#### WORK REQUIRED:
For the word "names", count the lines of the listing that contain it and give only the count.

#### MATERIAL TO PROCESS:
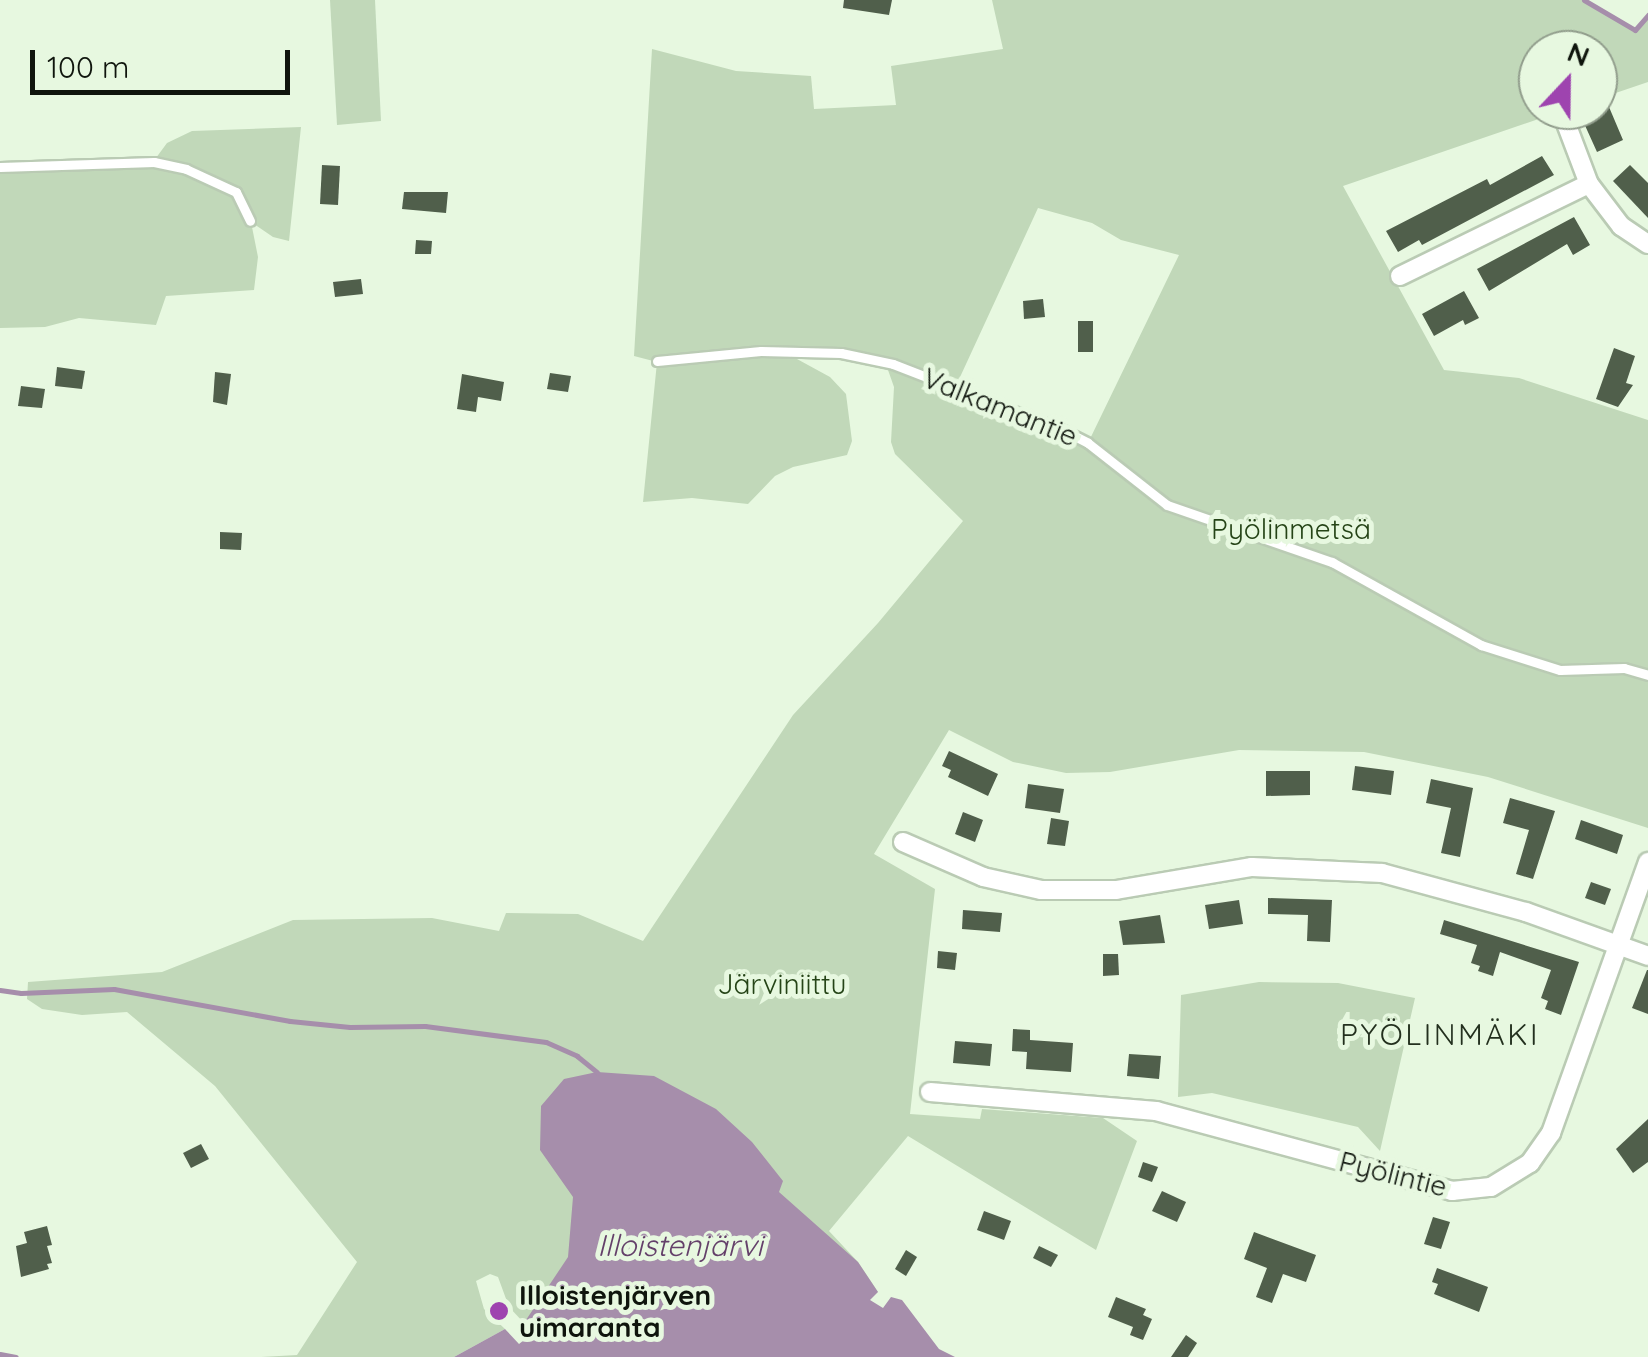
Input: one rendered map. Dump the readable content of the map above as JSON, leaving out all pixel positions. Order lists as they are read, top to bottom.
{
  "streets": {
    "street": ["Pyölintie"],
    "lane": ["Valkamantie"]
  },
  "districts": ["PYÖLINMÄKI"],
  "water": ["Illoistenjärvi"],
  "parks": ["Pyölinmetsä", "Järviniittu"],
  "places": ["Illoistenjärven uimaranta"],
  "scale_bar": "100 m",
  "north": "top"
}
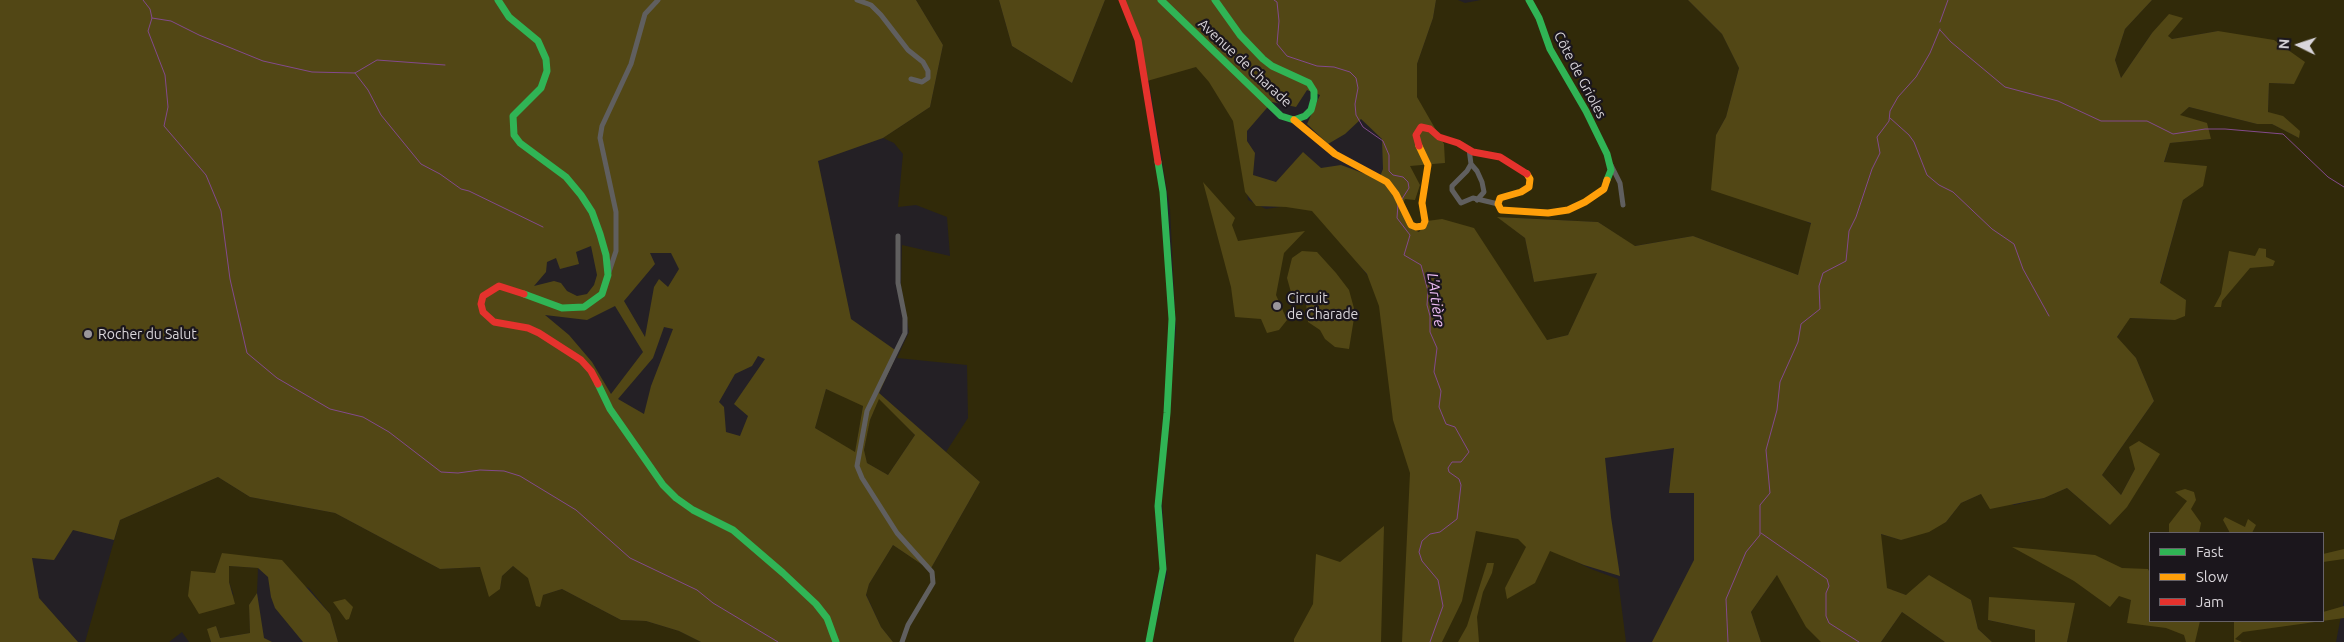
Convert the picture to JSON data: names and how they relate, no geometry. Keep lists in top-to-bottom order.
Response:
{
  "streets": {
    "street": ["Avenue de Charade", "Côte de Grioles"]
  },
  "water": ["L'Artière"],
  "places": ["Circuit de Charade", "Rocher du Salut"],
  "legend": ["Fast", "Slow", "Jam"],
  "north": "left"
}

* * *

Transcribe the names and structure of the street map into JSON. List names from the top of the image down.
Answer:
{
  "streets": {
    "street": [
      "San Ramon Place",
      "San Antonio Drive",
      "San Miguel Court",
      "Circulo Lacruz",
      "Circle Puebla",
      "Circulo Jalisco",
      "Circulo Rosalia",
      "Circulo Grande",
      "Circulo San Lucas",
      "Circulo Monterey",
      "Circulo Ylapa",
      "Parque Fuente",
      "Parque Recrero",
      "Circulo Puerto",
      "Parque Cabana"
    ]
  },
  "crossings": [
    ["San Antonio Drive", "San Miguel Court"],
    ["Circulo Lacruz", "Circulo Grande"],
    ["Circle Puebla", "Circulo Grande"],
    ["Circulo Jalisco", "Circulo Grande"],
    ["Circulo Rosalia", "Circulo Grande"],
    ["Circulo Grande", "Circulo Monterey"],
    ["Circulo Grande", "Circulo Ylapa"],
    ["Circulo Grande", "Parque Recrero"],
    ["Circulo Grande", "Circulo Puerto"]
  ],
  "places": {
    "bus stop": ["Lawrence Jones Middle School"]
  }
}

#### OUTPUT FOR THIS EXERCISE:
2